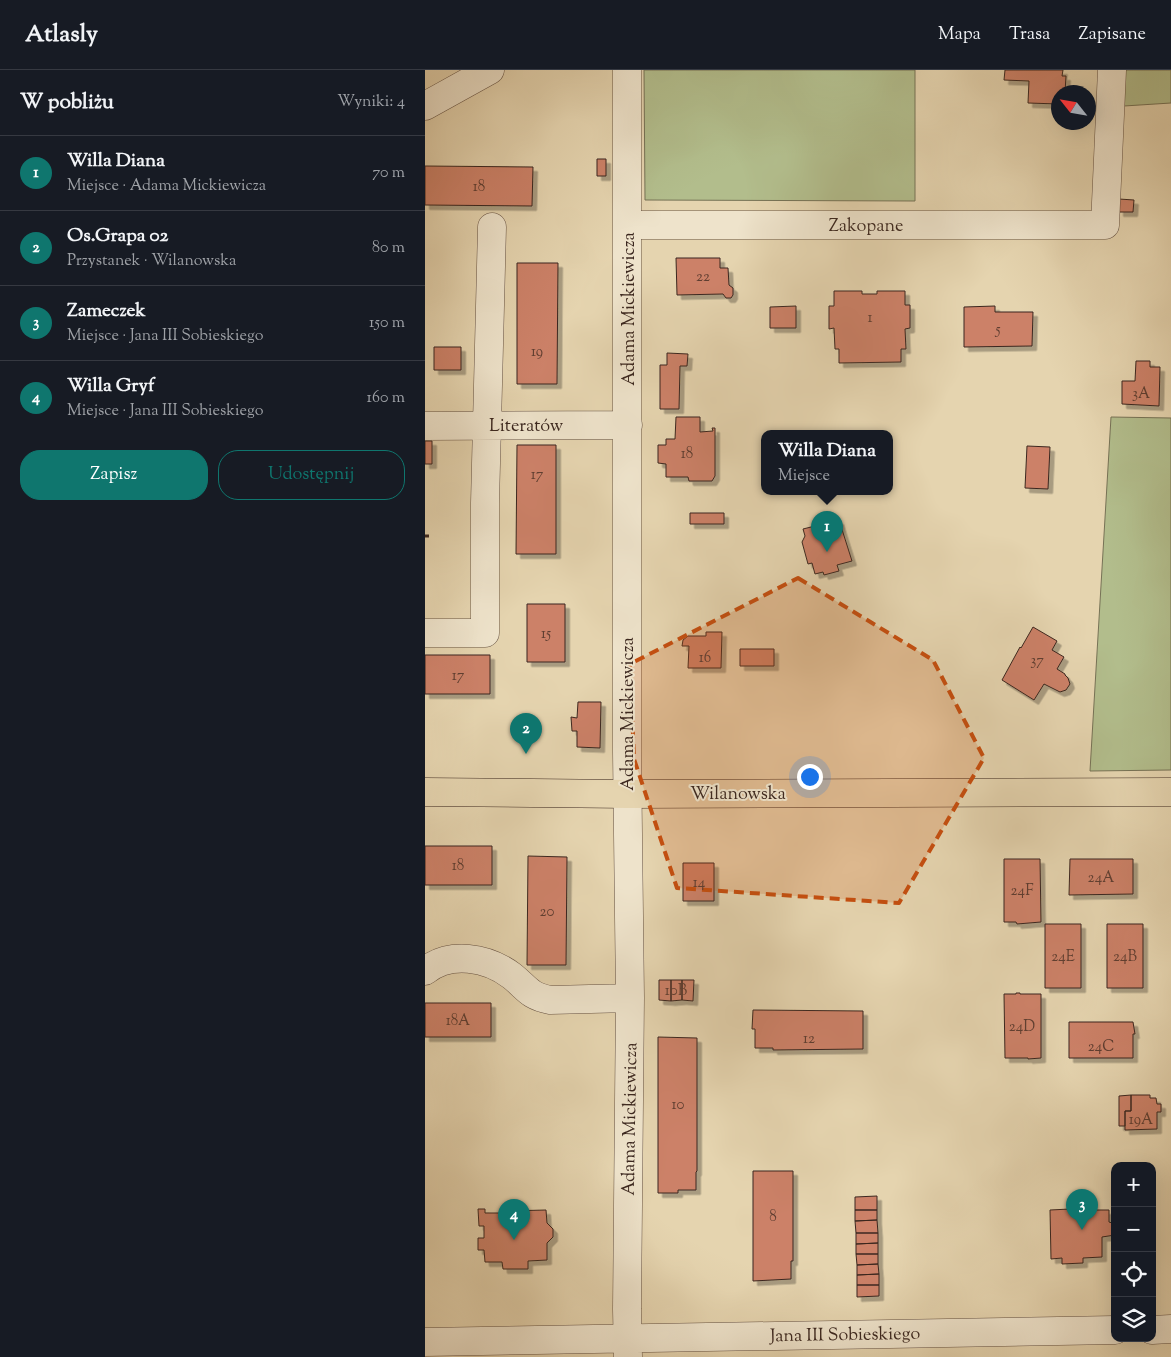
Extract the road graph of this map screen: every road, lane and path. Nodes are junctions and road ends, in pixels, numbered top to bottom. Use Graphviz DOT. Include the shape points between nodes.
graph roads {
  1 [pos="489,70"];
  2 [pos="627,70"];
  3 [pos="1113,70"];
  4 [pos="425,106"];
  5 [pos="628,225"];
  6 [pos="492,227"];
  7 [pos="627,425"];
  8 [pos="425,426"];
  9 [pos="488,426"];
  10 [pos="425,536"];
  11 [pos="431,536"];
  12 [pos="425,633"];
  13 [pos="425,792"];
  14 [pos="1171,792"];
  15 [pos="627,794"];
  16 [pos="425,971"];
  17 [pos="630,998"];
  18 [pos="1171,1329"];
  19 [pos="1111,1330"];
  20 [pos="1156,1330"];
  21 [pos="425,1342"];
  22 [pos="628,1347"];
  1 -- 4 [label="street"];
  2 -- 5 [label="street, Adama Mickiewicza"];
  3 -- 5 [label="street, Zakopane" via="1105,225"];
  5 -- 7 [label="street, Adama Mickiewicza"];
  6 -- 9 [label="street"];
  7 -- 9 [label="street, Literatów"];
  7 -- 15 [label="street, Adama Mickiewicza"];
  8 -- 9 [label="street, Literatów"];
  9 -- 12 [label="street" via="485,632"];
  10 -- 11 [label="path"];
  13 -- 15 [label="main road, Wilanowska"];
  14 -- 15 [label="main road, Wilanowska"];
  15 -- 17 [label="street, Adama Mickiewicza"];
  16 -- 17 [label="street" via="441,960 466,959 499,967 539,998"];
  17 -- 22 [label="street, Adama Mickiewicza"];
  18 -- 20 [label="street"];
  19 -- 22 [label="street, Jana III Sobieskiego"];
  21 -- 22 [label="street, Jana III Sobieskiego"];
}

————

Show each line from the material above where the string "graph" can be found.

• _Output of the exercise_
Extract the road graph of this map screen: every road, lane and path. Nodes are junctions and road ends, in pixels, numbered top to bottom. Use Graphviz DOT. Include the shape points between nodes.
graph roads {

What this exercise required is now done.